Reliable Storage Systems for SQL Server

By validating the IO path before commissioning the production database system, and performing ongoing validation through page checksums and DBCC checks, you can hopefully avoid data corruption altogether, or at least nip it in the bud. If corruption occurs, then you have to take the right decisions fast to deal with it. Rod Colledge explains how a pessimistic mindset can be an advantage

My previous article in this series, High Performance Storage Systems for SQL Server, focused on configuring storage systems to be capable of handling peak load. Of course, a high-performance system is useless unless it’s also reliable and corruption free. This article will focus on some important tasks required before commissioning storage systems for production use, and a number of ongoing tasks that can help ensure that we avoid data loss through corruption.
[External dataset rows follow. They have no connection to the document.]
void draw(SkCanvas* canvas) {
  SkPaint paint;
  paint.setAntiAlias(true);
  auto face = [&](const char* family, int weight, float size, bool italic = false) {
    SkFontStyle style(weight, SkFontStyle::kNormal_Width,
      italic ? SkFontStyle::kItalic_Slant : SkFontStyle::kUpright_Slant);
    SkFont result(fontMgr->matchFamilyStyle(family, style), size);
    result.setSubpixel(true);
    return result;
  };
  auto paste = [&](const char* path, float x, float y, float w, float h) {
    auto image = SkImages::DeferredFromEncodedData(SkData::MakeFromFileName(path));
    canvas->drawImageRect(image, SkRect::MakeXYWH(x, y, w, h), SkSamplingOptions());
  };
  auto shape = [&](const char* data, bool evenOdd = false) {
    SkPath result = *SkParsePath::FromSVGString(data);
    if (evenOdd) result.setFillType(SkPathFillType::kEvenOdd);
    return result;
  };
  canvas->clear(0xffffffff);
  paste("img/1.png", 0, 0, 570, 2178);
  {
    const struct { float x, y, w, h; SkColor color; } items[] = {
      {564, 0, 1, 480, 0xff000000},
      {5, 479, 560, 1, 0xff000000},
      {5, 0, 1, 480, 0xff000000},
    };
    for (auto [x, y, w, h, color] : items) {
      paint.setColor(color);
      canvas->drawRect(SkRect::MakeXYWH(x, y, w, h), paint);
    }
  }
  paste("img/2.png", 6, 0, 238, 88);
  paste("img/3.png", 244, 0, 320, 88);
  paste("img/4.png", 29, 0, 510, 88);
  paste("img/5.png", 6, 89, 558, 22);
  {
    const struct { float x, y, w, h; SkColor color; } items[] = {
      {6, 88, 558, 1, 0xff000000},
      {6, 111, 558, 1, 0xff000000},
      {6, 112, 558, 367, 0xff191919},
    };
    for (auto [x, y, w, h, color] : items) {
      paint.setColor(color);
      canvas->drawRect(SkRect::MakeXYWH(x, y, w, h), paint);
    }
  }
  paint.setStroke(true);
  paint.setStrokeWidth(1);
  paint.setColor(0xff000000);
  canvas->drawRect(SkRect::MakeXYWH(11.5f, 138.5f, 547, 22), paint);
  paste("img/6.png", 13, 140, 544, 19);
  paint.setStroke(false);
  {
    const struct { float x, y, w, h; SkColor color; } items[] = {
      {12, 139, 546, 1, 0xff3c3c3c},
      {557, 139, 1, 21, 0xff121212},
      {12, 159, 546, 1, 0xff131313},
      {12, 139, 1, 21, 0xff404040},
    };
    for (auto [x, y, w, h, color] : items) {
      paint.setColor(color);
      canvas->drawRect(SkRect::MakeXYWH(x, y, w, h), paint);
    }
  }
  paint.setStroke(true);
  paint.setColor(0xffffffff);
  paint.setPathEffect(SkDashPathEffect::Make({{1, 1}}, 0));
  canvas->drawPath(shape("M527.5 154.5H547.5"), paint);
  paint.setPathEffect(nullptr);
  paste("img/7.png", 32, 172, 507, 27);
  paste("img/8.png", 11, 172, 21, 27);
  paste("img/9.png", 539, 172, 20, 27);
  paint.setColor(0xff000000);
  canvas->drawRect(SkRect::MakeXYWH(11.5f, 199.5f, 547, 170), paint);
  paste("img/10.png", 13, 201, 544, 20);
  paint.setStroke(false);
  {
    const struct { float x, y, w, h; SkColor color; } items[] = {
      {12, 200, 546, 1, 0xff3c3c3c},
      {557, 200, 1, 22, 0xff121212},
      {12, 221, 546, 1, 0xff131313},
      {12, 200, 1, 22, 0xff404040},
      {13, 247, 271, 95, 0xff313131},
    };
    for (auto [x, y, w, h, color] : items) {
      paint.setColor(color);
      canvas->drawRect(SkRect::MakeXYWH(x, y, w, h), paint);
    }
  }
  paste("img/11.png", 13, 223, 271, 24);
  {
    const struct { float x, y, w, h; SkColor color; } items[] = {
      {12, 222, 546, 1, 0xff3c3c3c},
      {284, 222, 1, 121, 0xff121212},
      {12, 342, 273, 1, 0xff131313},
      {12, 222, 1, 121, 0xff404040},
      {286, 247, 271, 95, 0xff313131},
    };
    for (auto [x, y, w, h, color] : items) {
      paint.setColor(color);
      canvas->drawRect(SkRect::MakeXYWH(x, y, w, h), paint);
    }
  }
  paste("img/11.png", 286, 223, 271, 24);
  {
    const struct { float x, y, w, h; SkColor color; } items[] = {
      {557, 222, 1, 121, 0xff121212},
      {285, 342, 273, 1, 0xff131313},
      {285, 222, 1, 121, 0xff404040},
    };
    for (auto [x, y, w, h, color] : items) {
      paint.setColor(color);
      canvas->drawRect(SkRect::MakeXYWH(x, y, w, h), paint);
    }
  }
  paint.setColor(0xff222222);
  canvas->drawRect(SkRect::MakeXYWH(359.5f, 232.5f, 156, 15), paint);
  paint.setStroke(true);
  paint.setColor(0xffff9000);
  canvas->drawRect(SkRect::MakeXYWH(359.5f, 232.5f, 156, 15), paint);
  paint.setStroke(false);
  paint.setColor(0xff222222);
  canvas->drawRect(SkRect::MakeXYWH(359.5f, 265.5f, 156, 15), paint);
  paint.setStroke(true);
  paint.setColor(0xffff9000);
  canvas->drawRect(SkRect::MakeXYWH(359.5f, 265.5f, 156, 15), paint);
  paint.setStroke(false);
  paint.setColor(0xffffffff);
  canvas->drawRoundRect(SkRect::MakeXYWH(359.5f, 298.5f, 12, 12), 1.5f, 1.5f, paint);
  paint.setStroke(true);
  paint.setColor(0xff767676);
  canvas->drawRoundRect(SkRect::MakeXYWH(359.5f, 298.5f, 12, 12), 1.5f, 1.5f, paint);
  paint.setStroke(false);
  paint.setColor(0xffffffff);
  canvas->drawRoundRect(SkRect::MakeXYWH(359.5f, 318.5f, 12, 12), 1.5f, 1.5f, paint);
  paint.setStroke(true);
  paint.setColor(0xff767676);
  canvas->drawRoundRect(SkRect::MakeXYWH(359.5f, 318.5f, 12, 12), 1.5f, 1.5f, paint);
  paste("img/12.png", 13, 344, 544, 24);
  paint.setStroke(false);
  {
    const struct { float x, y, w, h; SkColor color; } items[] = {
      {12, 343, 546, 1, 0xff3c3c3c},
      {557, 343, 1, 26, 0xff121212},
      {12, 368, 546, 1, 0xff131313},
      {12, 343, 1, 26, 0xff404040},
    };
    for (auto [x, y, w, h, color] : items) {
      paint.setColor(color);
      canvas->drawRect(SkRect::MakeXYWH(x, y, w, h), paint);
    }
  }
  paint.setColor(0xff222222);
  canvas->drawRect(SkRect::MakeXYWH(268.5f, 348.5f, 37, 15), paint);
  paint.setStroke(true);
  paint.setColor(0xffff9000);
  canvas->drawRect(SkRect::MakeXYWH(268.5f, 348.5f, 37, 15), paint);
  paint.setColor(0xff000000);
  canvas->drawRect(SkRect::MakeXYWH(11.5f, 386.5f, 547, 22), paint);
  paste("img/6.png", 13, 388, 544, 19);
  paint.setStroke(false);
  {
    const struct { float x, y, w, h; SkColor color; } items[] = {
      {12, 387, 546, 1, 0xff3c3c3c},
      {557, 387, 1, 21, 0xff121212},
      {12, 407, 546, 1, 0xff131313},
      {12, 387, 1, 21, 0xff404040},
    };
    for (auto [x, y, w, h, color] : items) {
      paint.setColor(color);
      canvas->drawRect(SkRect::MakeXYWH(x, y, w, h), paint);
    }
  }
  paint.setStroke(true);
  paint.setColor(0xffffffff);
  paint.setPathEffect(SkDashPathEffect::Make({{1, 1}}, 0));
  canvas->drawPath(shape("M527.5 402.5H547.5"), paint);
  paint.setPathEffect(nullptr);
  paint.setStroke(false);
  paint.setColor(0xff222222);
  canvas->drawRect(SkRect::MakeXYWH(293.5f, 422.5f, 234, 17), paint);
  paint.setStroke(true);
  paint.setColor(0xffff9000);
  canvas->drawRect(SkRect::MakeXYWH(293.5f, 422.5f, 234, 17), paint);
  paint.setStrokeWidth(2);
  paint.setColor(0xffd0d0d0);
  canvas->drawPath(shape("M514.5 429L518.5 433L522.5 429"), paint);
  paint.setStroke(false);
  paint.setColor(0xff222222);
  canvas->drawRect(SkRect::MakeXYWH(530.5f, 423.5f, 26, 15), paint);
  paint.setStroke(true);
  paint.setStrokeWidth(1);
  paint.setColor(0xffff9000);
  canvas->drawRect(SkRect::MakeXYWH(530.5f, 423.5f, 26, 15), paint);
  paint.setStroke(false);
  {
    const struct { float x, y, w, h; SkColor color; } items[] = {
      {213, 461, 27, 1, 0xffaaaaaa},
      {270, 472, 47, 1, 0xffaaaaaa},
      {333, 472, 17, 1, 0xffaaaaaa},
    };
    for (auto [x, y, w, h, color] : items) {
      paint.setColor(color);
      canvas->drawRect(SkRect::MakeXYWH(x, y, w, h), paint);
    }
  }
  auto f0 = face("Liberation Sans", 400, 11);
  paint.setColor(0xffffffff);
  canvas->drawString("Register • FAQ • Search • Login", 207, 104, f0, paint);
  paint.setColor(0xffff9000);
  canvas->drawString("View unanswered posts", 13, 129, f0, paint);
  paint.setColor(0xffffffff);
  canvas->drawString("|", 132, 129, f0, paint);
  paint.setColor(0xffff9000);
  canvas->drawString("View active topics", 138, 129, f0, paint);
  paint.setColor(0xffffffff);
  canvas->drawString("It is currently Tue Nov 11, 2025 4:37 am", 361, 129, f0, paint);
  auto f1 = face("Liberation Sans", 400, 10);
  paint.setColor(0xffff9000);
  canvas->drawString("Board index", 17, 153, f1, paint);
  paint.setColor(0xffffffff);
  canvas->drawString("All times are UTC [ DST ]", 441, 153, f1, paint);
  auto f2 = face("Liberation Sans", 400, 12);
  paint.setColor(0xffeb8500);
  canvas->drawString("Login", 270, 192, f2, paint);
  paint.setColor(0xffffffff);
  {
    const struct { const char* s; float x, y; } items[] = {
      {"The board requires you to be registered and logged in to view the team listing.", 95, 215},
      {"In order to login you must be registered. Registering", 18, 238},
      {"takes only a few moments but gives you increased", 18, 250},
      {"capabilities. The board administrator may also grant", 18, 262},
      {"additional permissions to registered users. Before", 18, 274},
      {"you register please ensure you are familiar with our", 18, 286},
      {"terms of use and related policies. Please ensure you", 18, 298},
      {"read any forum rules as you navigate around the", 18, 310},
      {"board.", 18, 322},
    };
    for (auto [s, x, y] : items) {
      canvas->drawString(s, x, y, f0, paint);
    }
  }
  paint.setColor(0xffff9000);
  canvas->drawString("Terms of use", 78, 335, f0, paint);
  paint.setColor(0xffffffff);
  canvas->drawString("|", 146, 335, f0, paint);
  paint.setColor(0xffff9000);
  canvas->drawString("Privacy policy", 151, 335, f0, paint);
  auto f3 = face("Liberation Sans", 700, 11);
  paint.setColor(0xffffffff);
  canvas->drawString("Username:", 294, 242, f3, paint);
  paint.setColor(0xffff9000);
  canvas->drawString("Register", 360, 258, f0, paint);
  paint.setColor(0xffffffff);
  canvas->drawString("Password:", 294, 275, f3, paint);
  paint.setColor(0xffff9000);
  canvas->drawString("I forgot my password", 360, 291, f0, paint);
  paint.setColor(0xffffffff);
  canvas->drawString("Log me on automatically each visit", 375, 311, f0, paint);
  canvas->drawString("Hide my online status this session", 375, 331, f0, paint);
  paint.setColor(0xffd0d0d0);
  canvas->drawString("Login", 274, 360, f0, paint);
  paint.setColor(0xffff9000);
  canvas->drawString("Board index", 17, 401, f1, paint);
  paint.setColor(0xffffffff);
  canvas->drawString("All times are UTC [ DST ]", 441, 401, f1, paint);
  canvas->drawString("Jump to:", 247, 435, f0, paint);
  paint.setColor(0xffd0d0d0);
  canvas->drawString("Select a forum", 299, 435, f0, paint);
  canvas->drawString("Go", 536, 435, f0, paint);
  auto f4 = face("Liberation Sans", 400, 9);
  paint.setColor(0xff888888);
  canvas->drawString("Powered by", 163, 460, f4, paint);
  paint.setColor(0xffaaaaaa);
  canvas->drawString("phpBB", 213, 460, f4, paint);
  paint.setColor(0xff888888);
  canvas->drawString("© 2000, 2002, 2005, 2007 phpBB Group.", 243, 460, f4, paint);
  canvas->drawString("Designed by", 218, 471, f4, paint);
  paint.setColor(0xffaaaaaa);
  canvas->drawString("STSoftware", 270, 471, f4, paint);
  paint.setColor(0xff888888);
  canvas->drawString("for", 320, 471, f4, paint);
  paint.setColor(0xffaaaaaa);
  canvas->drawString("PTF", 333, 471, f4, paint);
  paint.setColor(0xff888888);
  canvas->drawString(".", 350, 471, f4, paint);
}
Validating the IO Path: SQLIOSIM

Before a SQL Server system is deployed to production, it should be subject to a series of standard tests, in much the same way an aircraft is checked before takeoff. One of the most important checks is to ensure the disk system is reliable and suitable for use by SQL Server. In the previous “High Performance” article, we discussed the SQLIO tool, and how it can be used to measure the throughput capacity of the disk system. Here, we’ll focus on another tool, SQLIOSIM, also available as a free download from Microsoft. The primary aim of SQLIOSIM is to expose any potential issues with the storage system that may lead to physical disk corruption.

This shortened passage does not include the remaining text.